5. A representative of the law firm indicates that the lawyer that wrote the termination letter has left for the day, even after I telephoned them 4 hours in advance to let them know I wanted this issue discussed and that I was in the lobby.

Clear as mud? Good. Either the law firm has decided that they’re going to selectively represent the client when they sent the notice of account termination and not represent them when someone actually calls them out on it or the client has instructed their legal representation to stonewall everyone. Some would call that a failure to communicate. I view it as someone dealing in bad faith, grounds for a complaint to the state bar association, or a combination of both.

(My good friend Steve made a joke about this and I laughed so if anyone is wondering, the financial institution in question IS NOT BANK OF AMERICA. Along those lines, I will not respond in kind and will leave our financial services provider nameless and not drag their name through the mud.)

Meeting the Socratic wonder that is a middle aged woman in her 40’s that has decided she’s not taking any shit from people like me is always entertaining, albeit challenging. I argued with her over how ridiculous this idiotic round robin was and she was not about to give up any ground. The unstoppable force had met the immovable object. Finally, a young woman who was a paralegal of some kind offered to intervene. I like to think she felt pity for her boss, but she sat down with me and was willing to discuss the issues I had. Dialing it back a notch was difficult but the woman said that she’s just a legal assistant and I didn’t want to run roughshod on someone who didn’t deserve it.

The first thing I brought up was the lack of transparency. There was no reason or foundation for my account closure. She pointed out some flaws in my account structure and was able to say a few things without saying a few things. Basically, there’s a zero tolerance policy for structuring deposits and money laundering. Apparently my business account seems to have caught one or both of those somehow.

Extending her the transparency that was not extended to me by letting her look at the books led to a discovery. When my account was opened, I was not properly classified as a firearm enterprise. This is not weeks or months ago but years ago. According to her not a law school graduate opinion, the fact that I was running a firearm business without calling it a firearm business means that every dollar that my business brought in from account inception is considered laundered money and kind of a big deal, what with all the terrorism and meth labs floating around. There’s only one sticking  point (actually, several) with that. .

Remember when I told you about the hunt for fine print and the second trip back to see the branch manager? Not just a pretty face, she had given me the proverbial smoking gun.

When my account was first opened several years ago, they got a copy of the IRS Employer Identification Number statement that has MANUFACTURING FIREARM in big bold Helvetica like print. This had been apparently overlooked. When I registered my trade name with the state division of corporations, and I disclosed the trade name to them a week after the account opened. This too had been apparently overlooked. Last year when I added my brother as a signatory to the account, they asked me how business was and if we needed to make any updates to the account – and they printed the “About Us” section of my website and my company Facebook page and added it to the file. This too had been apparently overlooked as well as my apparent name change to Juan Suarez, REMAX Top Producer 2012 and general delivery email box.

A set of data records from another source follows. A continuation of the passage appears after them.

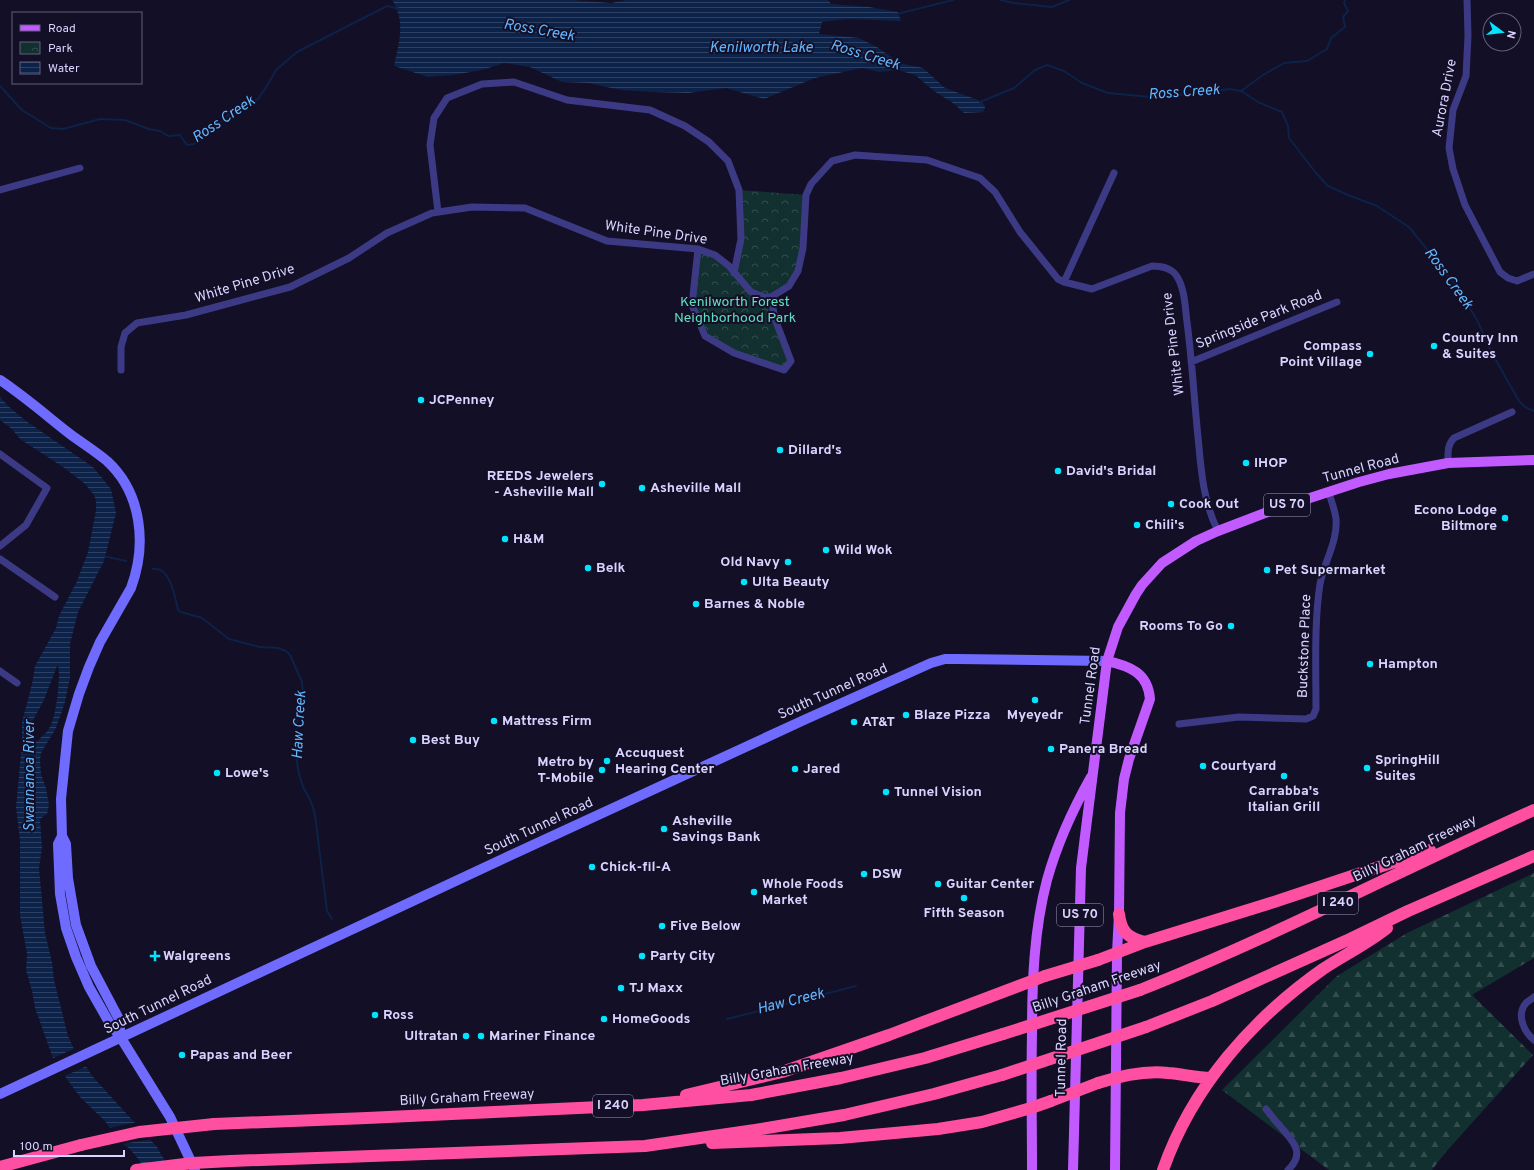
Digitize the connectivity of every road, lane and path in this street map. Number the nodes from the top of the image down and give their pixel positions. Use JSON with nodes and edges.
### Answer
{"nodes":[{"id":1,"x":1468,"y":0,"type":"edge"},
{"id":2,"x":80,"y":168,"type":"dead end"},
{"id":3,"x":1114,"y":173,"type":"dead end"},
{"id":4,"x":0,"y":190,"type":"edge"},
{"id":5,"x":438,"y":212,"type":"junction"},
{"id":6,"x":698,"y":249,"type":"junction"},
{"id":7,"x":734,"y":273,"type":"junction"},
{"id":8,"x":1534,"y":274,"type":"edge"},
{"id":9,"x":1064,"y":282,"type":"junction"},
{"id":10,"x":770,"y":297,"type":"junction"},
{"id":11,"x":1337,"y":302,"type":"dead end"},
{"id":12,"x":1191,"y":362,"type":"junction"},
{"id":13,"x":121,"y":370,"type":"dead end"},
{"id":14,"x":0,"y":380,"type":"edge"},
{"id":15,"x":1512,"y":412,"type":"dead end"},
{"id":16,"x":0,"y":454,"type":"edge"},
{"id":17,"x":1534,"y":460,"type":"edge"},
{"id":18,"x":1448,"y":463,"type":"junction"},
{"id":19,"x":1329,"y":492,"type":"junction"},
{"id":20,"x":1218,"y":531,"type":"junction"},
{"id":21,"x":0,"y":546,"type":"edge"},
{"id":22,"x":0,"y":559,"type":"edge"},
{"id":23,"x":55,"y":597,"type":"dead end"},
{"id":24,"x":1107,"y":662,"type":"junction"},
{"id":25,"x":0,"y":671,"type":"edge"},
{"id":26,"x":17,"y":683,"type":"dead end"},
{"id":27,"x":1179,"y":724,"type":"dead end"},
{"id":28,"x":1094,"y":771,"type":"junction"},
{"id":29,"x":1534,"y":810,"type":"edge"},
{"id":30,"x":1447,"y":849,"type":"junction"},
{"id":31,"x":1534,"y":856,"type":"edge"},
{"id":32,"x":1408,"y":911,"type":"junction"},
{"id":33,"x":1119,"y":914,"type":"junction"},
{"id":34,"x":1145,"y":942,"type":"junction"},
{"id":35,"x":1117,"y":953,"type":"junction"},
{"id":36,"x":1032,"y":981,"type":"junction"},
{"id":37,"x":1534,"y":997,"type":"edge"},
{"id":38,"x":121,"y":1038,"type":"junction"},
{"id":39,"x":1534,"y":1040,"type":"edge"},
{"id":40,"x":1116,"y":1077,"type":"junction"},
{"id":41,"x":1211,"y":1078,"type":"junction"},
{"id":42,"x":0,"y":1094,"type":"edge"},
{"id":43,"x":643,"y":1105,"type":"junction"},
{"id":44,"x":1031,"y":1108,"type":"junction"},
{"id":45,"x":1266,"y":1109,"type":"dead end"},
{"id":46,"x":645,"y":1146,"type":"junction"},
{"id":47,"x":0,"y":1167,"type":"edge"},
{"id":48,"x":136,"y":1170,"type":"edge"},
{"id":49,"x":195,"y":1170,"type":"edge"},
{"id":50,"x":1032,"y":1170,"type":"edge"},
{"id":51,"x":1073,"y":1170,"type":"edge"},
{"id":52,"x":1114,"y":1170,"type":"edge"},
{"id":53,"x":1163,"y":1170,"type":"edge"},
{"id":54,"x":1288,"y":1170,"type":"edge"}],
"edges":[{"from":1,"to":8,"type":"street","name":"Aurora Drive"},
{"from":2,"to":4,"type":"street"},
{"from":3,"to":9,"type":"street"},
{"from":5,"to":6,"type":"street","name":"White Pine Drive"},
{"from":5,"to":7,"type":"street"},
{"from":5,"to":13,"type":"street","name":"White Pine Drive"},
{"from":6,"to":7,"type":"street","name":"White Pine Drive"},
{"from":6,"to":10,"type":"street"},
{"from":7,"to":10,"type":"street","name":"White Pine Drive"},
{"from":9,"to":10,"type":"street","name":"White Pine Drive"},
{"from":9,"to":12,"type":"street","name":"White Pine Drive"},
{"from":11,"to":12,"type":"street","name":"Springside Park Road"},
{"from":12,"to":20,"type":"street","name":"White Pine Drive"},
{"from":14,"to":38,"type":"main road"},
{"from":15,"to":18,"type":"street"},
{"from":16,"to":21,"type":"street"},
{"from":17,"to":18,"type":"main road","name":"Tunnel Road","number":"US 70"},
{"from":18,"to":19,"type":"main road","name":"Tunnel Road","number":"US 70"},
{"from":19,"to":20,"type":"main road","name":"Tunnel Road","number":"US 70"},
{"from":19,"to":27,"type":"street","name":"Buckstone Place"},
{"from":20,"to":24,"type":"main road","name":"Tunnel Road","number":"US 70"},
{"from":22,"to":23,"type":"street"},
{"from":24,"to":28,"type":"main road","name":"Tunnel Road","number":"US 70"},
{"from":24,"to":33,"type":"main road"},
{"from":24,"to":38,"type":"main road","name":"South Tunnel Road"},
{"from":25,"to":26,"type":"street"},
{"from":28,"to":36,"type":"main road"},
{"from":28,"to":51,"type":"main road","name":"Tunnel Road","number":"US 70"},
{"from":29,"to":30,"type":"highway","name":"Billy Graham Freeway","number":"I 240"},
{"from":30,"to":34,"type":"highway"},
{"from":30,"to":43,"type":"highway","name":"Billy Graham Freeway","number":"I 240","bridge":true},
{"from":31,"to":32,"type":"highway","number":"I 240"},
{"from":32,"to":41,"type":"highway"},
{"from":32,"to":46,"type":"highway","number":"I 240","bridge":true},
{"from":33,"to":34,"type":"highway"},
{"from":33,"to":35,"type":"main road"},
{"from":34,"to":35,"type":"highway"},
{"from":35,"to":36,"type":"highway","bridge":true},
{"from":35,"to":40,"type":"main road"},
{"from":36,"to":43,"type":"highway"},
{"from":36,"to":44,"type":"main road"},
{"from":37,"to":39,"type":"street"},
{"from":38,"to":42,"type":"main road","name":"South Tunnel Road"},
{"from":38,"to":49,"type":"main road"},
{"from":40,"to":41,"type":"highway"},
{"from":40,"to":44,"type":"highway","bridge":true},
{"from":40,"to":52,"type":"main road"},
{"from":41,"to":53,"type":"highway"},
{"from":43,"to":47,"type":"highway","name":"Billy Graham Freeway","number":"I 240","bridge":true},
{"from":44,"to":46,"type":"highway"},
{"from":44,"to":50,"type":"main road"},
{"from":45,"to":54,"type":"street"},
{"from":46,"to":48,"type":"highway","number":"I 240","bridge":true}]}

So, they’re claiming I didn’t disclose my firearm business to them which means I laundered money, when in actuality the documentation and disclosure of my firearm business has been there since account inception. The paralegal seemed to think I was a pretty honest guy and after making a scene with her boss and explaining this to her, she offered me a cold beverage and said she’d review this with the client tomorrow. I made an offer of Status Quo Ante – I got the idea from an old Tom Clancy novel, and I think that would be the path of least resistance in dealing with this massive quantity of mierda de toro. However, it did lead me to a number of surprisingly valid conspiracy theories.

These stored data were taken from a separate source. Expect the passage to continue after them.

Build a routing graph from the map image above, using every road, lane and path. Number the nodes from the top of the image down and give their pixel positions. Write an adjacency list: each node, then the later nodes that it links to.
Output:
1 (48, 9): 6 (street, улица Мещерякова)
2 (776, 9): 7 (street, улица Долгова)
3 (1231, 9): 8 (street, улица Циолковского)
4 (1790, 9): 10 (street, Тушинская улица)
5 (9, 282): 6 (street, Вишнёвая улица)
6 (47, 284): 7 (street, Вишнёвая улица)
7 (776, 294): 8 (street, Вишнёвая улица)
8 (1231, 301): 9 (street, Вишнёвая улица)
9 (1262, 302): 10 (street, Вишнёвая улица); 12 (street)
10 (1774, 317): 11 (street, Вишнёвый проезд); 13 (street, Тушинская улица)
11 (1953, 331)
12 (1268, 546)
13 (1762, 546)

  1. They are grossly incompetent and trying to blame me for their failures to adequately document customer disclosures.
  2. They do not like guns very much and are trying to find a way out of all firearm related businesses, so they are strategically eliminating them via Anti Money Laundering initiatives.
  3. I’m more profitable dead than alive. I suspect they’ve taken out a life insurance policy on me and are trying to get my blood pressure so high I have a stroke, AMI or some other type of fatal stress related injury.

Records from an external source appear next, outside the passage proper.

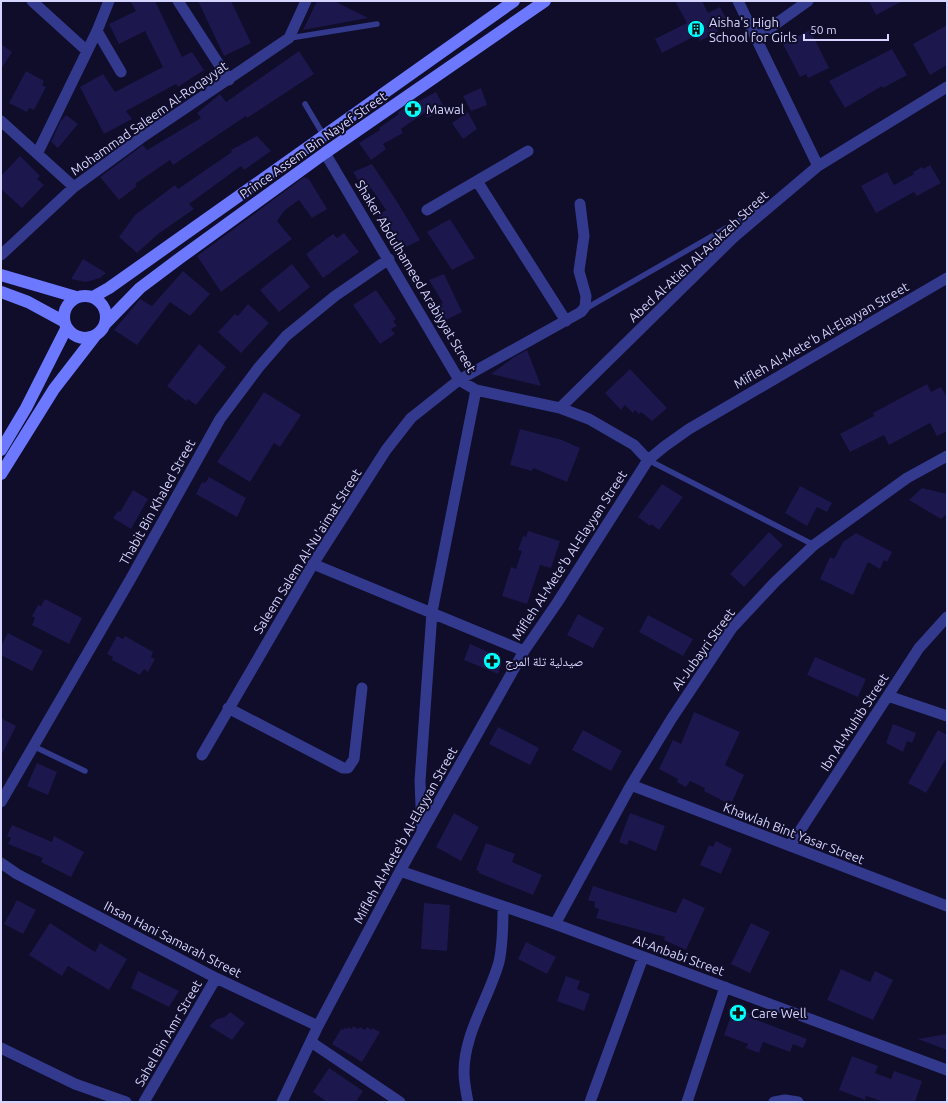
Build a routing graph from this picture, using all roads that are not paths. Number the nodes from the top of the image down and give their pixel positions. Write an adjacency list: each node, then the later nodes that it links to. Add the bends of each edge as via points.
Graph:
1 (32, 1): 13 (street)
2 (109, 1): 10 (street)
3 (178, 1): 15 (street)
4 (306, 1): 11 (street)
5 (514, 1): 19 (main road, Prince Assem Bin Nayef Street)
6 (546, 1): 22 (main road, Prince Assem Bin Nayef Street)
7 (738, 1): 12 (street)
8 (808, 1): 12 (street)
9 (377, 24): 11 (lane)
10 (97, 31): 13 (street); 14 (street)
11 (289, 38): 15 (street, Mohammad Saleem Al-Roqayyat)
12 (756, 38): 23 (street)
13 (87, 51): 21 (street)
14 (121, 72)
15 (229, 80): 25 (street, Mohammad Saleem Al-Roqayyat)
16 (947, 86): 23 (street, Abed Al-Atieh Al-Arakzeh Street)
17 (305, 104): 19 (lane)
18 (1, 120): 21 (street)
19 (324, 136): 35 (main road, Prince Assem Bin Nayef Street, via 109,288)
20 (528, 151): 24 (street)
21 (38, 152): 25 (street)
22 (325, 152): 30 (street, Shaker Abdulhameed Arabiyyat Street); 37 (main road, Prince Assem Bin Nayef Street, via 140,288)
23 (818, 166): 26 (street, Abed Al-Atieh Al-Arakzeh Street)
24 (477, 181): 28 (street); 38 (street)
25 (74, 186): 29 (street, Mohammad Saleem Al-Roqayyat)
26 (780, 197): 36 (lane); 43 (street, Abed Al-Atieh Al-Arakzeh Street, via 705,265)
27 (580, 204): 36 (street, via 584,236 579,271 586,296 585,307)
28 (427, 210)
29 (1, 255)
30 (389, 258): 41 (street, Shaker Abdulhameed Arabiyyat Street); 57 (street, Thabit Bin Khaled Street, via 335,296 286,336 220,419)
31 (1, 275): 34 (main road)
32 (947, 278): 46 (street, Mifleh Al-Mete'b Al-Elayyan Street, via 689,429)
33 (1, 292): 39 (main road, via 28,302)
34 (76, 297): 35 (main road); 39 (main road, via 65,307)
35 (92, 297): 37 (main road, via 100,302)
36 (581, 312): 38 (street, Saleem Salem Al-Nu'aimat Street)
37 (106, 319): 40 (main road, via 101,331)
38 (566, 321): 41 (street, Saleem Salem Al-Nu'aimat Street)
39 (65, 325): 40 (main road, via 73,335 82,338); 44 (main road, via 26,408)
40 (95, 336): 47 (main road, via 54,389)
41 (459, 380): 42 (street, Shaker Abdulhameed Arabiyyat Street); 49 (street, Saleem Salem Al-Nu'aimat Street, via 411,418 386,450)
42 (476, 390): 43 (street, Shaker Abdulhameed Arabiyyat Street); 50 (street)
43 (560, 408): 46 (street, Shaker Abdulhameed Arabiyyat Street, via 590,419 634,444)
44 (1, 450)
45 (947, 456): 48 (street, Al-Jubayri Street, via 907,478)
46 (648, 460): 48 (lane); 52 (street, Mifleh Al-Mete'b Al-Elayyan Street)
47 (1, 474)
48 (814, 545): 60 (street, Al-Jubayri Street, via 732,628)
49 (313, 564): 50 (street); 55 (street, Saleem Salem Al-Nu'aimat Street)
50 (432, 612): 52 (street); 62 (street, via 420,781)
51 (947, 617): 54 (street, Ibn Al-Muhib Street, via 919,648)
52 (524, 652): 62 (street, Mifleh Al-Mete'b Al-Elayyan Street)
53 (362, 688): 55 (street, via 354,760 348,768 343,768)
54 (888, 696): 56 (street); 63 (street, Ibn Al-Muhib Street)
55 (228, 708): 58 (street, Saleem Salem Al-Nu'aimat Street)
56 (947, 716)
57 (33, 746): 59 (lane); 61 (street, Thabit Bin Khaled Street)
58 (202, 755)
59 (85, 771)
60 (632, 784): 63 (street, Khawlah Bint Yasar Street); 70 (street, Al-Jubayri Street)
61 (1, 802)
62 (422, 831): 66 (street, Mifleh Al-Mete'b Al-Elayyan Street)
63 (790, 846): 68 (street, Khawlah Bint Yasar Street)
64 (1, 863): 67 (street, Ihsan Hani Samarah Street)
65 (1, 870): 67 (street, Ihsan Hani Samarah Street)
66 (400, 871): 69 (street, Al-Anbabi Street); 74 (street, Mifleh Al-Mete'b Al-Elayyan Street)
67 (17, 874): 72 (street, Ihsan Hani Samarah Street)
68 (947, 906)
69 (503, 907): 70 (street, Al-Anbabi Street); 82 (street, via 499,960 468,1049 464,1071)
70 (555, 924): 71 (street, Al-Anbabi Street)
71 (644, 957): 73 (street, Al-Anbabi Street); 83 (street)
72 (216, 978): 74 (street, Ihsan Hani Samarah Street); 79 (street, Sahel Bin Amr Street)
73 (725, 987): 77 (street, Al-Anbabi Street); 84 (street)
74 (318, 1026): 75 (street, Mifleh Al-Mete'b Al-Elayyan Street)
75 (311, 1042): 80 (street, Mifleh Al-Mete'b Al-Elayyan Street); 81 (street)
76 (1, 1048): 78 (street, via 75,1084)
77 (947, 1070)
78 (126, 1102)
79 (144, 1102)
80 (282, 1102)
81 (400, 1102)
82 (468, 1102)
83 (590, 1102)
84 (687, 1102)
85 (774, 1102): 86 (street)
86 (798, 1102)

If #3 is their real plan, I hate to say it but it is working.

After doing some basic research via the FINCEN website, it yields that a few interesting things. For starters.

This particular organization seems to be pretty vigilant in fighting money laundering, which is understandable. What I don’t get is that disclosing the existence of a SAR is in fact a federal criminal offense. So, they’re all about enforcing one law but not really enforcing another? That’s one interesting pick and choose.

Want to know the really interesting part? By telling me that they have a SAR open on me, they’ve broken federal law. If I tell someone else in the same organization that I know they opened a SAR on me, they will probably open a SAR on me. No, this is not a recursive joke. According to the manual I discuss below, you can have a vicious SAR circle where discussing the unlawful disclosure requires mandatory reporting which may lead to additional unlawful disclosures and mandatory reporting et al.

We live in one fucked up society sometimes.

According to the Bank Secrecy Act/Anti-Money Laundering Examination Manual – almost everything a firearm business does, is considered some sort of money laundering or structuring. The bar is set so low that even the flimsiest generic things will trip a red flag. For example. 30 Sig 226 Elite Dark pistols come in. The dealer sells 2 of them a day for 15 days and the credit card company or cash deposit or whatever deposits to the account and at the end of the month, the dealer pays Sig with a wire transfer or a check.

That example – would constitute a satisfactory example of structuring or laundering.

I guess that’s my long-ass way of saying that, for gun dealers, the financial side of the business sucks from start to finish. The system is setup to make the process of handing guns to legal owners as difficult as possible, and getting paid for that trouble even more so. And thanks to the AML laws, if a bank decided to start “cracking down” on firearms businesses they have a a perfectly legal way of making their lives a living hell without one single recourse.

Oh, and when they terminate your account – good luck getting credit at vendors now. Vendors look at three things: duration of checking account, overdrafts, volume of deposits vs drafts and average daily balance. Your business credit history is effectively deleted.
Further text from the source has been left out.